Stored data:
★ ★ ★ ★
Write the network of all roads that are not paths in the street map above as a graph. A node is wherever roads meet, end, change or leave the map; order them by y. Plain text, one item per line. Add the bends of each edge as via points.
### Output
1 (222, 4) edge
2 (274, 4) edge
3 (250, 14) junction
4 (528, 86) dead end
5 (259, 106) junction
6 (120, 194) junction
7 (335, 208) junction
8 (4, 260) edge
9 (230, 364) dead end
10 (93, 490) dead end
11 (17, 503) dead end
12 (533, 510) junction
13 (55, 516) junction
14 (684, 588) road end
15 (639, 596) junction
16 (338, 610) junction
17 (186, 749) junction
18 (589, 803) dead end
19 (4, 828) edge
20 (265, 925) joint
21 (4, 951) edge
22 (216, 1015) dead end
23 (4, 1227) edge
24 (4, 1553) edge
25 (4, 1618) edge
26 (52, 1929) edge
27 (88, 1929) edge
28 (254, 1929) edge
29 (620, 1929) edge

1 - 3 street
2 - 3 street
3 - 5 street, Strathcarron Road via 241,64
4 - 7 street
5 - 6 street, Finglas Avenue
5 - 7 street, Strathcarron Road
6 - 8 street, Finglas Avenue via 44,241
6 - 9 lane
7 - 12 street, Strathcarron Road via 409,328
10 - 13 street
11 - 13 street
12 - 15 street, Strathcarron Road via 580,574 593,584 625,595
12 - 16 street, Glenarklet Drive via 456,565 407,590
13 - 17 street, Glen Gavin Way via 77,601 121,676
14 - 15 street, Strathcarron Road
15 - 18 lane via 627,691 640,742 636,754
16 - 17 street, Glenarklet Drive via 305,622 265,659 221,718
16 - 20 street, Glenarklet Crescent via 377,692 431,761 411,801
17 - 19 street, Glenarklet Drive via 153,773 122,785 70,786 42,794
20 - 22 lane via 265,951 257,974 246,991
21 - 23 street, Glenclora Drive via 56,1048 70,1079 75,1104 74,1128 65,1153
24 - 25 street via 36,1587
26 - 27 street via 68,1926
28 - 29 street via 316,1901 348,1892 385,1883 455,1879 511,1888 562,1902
★ ★ ★ ★
How to complete this task:
All the records above need to be restated exactly, line by line.

Solution below:
Write the network of all roads that are not paths in the street map above as a graph. A node is wherever roads meet, end, change or leave the map; order them by y. Plain text, one item per line. Add the bends of each edge as via points.
### Output
1 (222, 4) edge
2 (274, 4) edge
3 (250, 14) junction
4 (528, 86) dead end
5 (259, 106) junction
6 (120, 194) junction
7 (335, 208) junction
8 (4, 260) edge
9 (230, 364) dead end
10 (93, 490) dead end
11 (17, 503) dead end
12 (533, 510) junction
13 (55, 516) junction
14 (684, 588) road end
15 (639, 596) junction
16 (338, 610) junction
17 (186, 749) junction
18 (589, 803) dead end
19 (4, 828) edge
20 (265, 925) joint
21 (4, 951) edge
22 (216, 1015) dead end
23 (4, 1227) edge
24 (4, 1553) edge
25 (4, 1618) edge
26 (52, 1929) edge
27 (88, 1929) edge
28 (254, 1929) edge
29 (620, 1929) edge

1 - 3 street
2 - 3 street
3 - 5 street, Strathcarron Road via 241,64
4 - 7 street
5 - 6 street, Finglas Avenue
5 - 7 street, Strathcarron Road
6 - 8 street, Finglas Avenue via 44,241
6 - 9 lane
7 - 12 street, Strathcarron Road via 409,328
10 - 13 street
11 - 13 street
12 - 15 street, Strathcarron Road via 580,574 593,584 625,595
12 - 16 street, Glenarklet Drive via 456,565 407,590
13 - 17 street, Glen Gavin Way via 77,601 121,676
14 - 15 street, Strathcarron Road
15 - 18 lane via 627,691 640,742 636,754
16 - 17 street, Glenarklet Drive via 305,622 265,659 221,718
16 - 20 street, Glenarklet Crescent via 377,692 431,761 411,801
17 - 19 street, Glenarklet Drive via 153,773 122,785 70,786 42,794
20 - 22 lane via 265,951 257,974 246,991
21 - 23 street, Glenclora Drive via 56,1048 70,1079 75,1104 74,1128 65,1153
24 - 25 street via 36,1587
26 - 27 street via 68,1926
28 - 29 street via 316,1901 348,1892 385,1883 455,1879 511,1888 562,1902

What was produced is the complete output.